The poet here makes fun of society and goes on to add that she doesn’t want an ovary because she doesn’t want caste and religious prejudice to germinate in her ovary and grow into a dictatorial tree. She is therefore happy that she is ovary-free because many women used their ovaries as the social lavatory because they contained the prejudices of society.
Luckily, I am not a woman by birth. And that you refuse to accept me as one is, in fact, my real emancipation. I do not recite the gyno-grammar you have crafted. Call me an error of nature. Call me what you will. I know it myself for sure who I am at any given hour.
Here, the poet exudes self-assurance because she feels fortunate not to have been born a woman. She is truly free because nobody will recognize her as such. She won’t need to recite the made-up gyno-grammar. She doesn’t mind if someone labels her mistake a natural one. She doesn’t mind what she is being called because she is always certain of who she is and it no longer bothers her.

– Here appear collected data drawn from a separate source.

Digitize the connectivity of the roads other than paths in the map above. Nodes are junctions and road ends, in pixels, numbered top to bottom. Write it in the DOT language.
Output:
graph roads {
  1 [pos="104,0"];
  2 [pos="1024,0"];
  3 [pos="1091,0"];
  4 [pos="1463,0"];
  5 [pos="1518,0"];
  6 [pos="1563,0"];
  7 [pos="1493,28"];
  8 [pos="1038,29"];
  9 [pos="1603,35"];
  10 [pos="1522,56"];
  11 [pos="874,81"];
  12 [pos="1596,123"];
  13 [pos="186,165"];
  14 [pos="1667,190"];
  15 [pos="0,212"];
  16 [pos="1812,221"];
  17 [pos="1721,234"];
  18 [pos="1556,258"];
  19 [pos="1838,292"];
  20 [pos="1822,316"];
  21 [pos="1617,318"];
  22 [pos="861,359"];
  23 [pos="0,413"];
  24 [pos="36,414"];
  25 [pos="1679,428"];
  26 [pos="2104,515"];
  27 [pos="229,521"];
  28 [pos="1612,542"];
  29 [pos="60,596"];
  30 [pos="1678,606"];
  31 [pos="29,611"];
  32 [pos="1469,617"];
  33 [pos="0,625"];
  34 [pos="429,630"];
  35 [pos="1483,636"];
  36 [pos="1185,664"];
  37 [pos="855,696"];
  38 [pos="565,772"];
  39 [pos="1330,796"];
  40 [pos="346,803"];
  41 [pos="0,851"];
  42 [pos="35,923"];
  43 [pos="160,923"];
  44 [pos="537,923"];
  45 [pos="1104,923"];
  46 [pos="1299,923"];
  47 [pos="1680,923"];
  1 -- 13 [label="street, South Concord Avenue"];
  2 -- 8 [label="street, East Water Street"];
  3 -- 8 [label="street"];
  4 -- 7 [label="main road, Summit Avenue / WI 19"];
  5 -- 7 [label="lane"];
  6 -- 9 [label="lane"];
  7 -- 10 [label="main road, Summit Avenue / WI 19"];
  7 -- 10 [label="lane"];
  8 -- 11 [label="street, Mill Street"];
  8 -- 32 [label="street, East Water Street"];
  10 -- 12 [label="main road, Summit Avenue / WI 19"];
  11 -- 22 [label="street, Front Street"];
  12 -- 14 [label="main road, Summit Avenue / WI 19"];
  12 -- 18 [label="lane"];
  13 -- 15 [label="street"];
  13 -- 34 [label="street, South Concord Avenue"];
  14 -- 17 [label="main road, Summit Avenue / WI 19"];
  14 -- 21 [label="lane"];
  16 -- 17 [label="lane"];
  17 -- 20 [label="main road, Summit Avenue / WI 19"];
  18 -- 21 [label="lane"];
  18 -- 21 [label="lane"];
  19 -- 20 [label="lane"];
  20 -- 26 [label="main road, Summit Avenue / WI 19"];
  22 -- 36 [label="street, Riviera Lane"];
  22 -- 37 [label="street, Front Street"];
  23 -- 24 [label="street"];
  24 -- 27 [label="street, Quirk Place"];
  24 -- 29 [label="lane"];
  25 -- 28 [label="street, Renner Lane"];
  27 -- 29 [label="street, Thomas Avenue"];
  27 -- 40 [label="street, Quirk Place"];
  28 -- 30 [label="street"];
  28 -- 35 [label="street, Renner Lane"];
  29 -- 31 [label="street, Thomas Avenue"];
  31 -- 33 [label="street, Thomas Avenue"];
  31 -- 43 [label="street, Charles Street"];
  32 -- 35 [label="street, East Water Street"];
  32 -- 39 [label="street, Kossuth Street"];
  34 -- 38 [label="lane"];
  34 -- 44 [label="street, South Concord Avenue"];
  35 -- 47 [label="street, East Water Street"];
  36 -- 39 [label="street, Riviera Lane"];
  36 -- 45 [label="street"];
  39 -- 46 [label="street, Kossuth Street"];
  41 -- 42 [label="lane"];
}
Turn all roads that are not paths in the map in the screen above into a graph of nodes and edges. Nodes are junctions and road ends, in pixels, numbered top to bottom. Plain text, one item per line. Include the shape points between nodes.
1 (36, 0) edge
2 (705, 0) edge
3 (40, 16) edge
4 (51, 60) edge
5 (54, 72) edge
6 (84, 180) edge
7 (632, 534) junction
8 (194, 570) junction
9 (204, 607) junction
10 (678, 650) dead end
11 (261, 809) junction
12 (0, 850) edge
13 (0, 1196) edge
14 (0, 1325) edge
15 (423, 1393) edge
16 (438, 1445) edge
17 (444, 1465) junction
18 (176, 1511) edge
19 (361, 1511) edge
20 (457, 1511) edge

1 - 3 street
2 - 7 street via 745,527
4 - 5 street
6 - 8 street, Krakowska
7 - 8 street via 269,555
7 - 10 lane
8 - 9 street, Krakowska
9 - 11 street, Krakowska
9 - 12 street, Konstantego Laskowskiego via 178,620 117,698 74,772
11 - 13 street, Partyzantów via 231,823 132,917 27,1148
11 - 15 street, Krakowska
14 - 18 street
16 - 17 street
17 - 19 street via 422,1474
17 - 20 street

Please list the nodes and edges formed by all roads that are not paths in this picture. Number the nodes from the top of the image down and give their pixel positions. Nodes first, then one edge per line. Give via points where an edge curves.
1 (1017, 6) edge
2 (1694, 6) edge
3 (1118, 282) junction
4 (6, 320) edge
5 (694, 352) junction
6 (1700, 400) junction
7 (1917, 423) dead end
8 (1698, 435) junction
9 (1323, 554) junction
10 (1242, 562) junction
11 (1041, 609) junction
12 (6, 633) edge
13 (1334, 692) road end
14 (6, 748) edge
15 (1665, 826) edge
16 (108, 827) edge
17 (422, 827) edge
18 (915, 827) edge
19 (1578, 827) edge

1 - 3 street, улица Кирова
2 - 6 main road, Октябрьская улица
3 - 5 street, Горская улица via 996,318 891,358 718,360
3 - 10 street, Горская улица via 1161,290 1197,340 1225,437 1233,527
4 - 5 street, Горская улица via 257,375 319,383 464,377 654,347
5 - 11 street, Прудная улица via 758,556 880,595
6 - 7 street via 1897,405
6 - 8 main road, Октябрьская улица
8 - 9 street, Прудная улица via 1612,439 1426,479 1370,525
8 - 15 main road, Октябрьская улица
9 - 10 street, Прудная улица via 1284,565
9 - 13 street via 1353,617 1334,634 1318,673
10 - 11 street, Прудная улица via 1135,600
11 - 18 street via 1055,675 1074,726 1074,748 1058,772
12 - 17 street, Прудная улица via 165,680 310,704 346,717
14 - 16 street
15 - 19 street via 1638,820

Renouncing religion, casting away caste, united as the rejected, can you live this life we live? Can you become a mother without carrying a womb? Can you become a daughter without sucking at your mother’s breast? I can.
The poet then asks questions to those individuals who have abandoned them in society. Can you adopt our way of life, renounce your religion, set caste aside, and form a group with the outcasts, she asks? Can a woman get pregnant without having a womb? Does becoming a daughter require you to suck at your mother’s breast? She is appreciative of her identity since it allows her to be all of these things.
Cut the phall-us of your chauvinism and then you will know who you are. And then, and only then, you tell me that I am not a woman.
The poet then issues a challenge to everyone who denies their identity, saying that once they have removed the phall-us of their chauvinism, they will know who they are. Only after that are they permitted to claim that she is not a woman.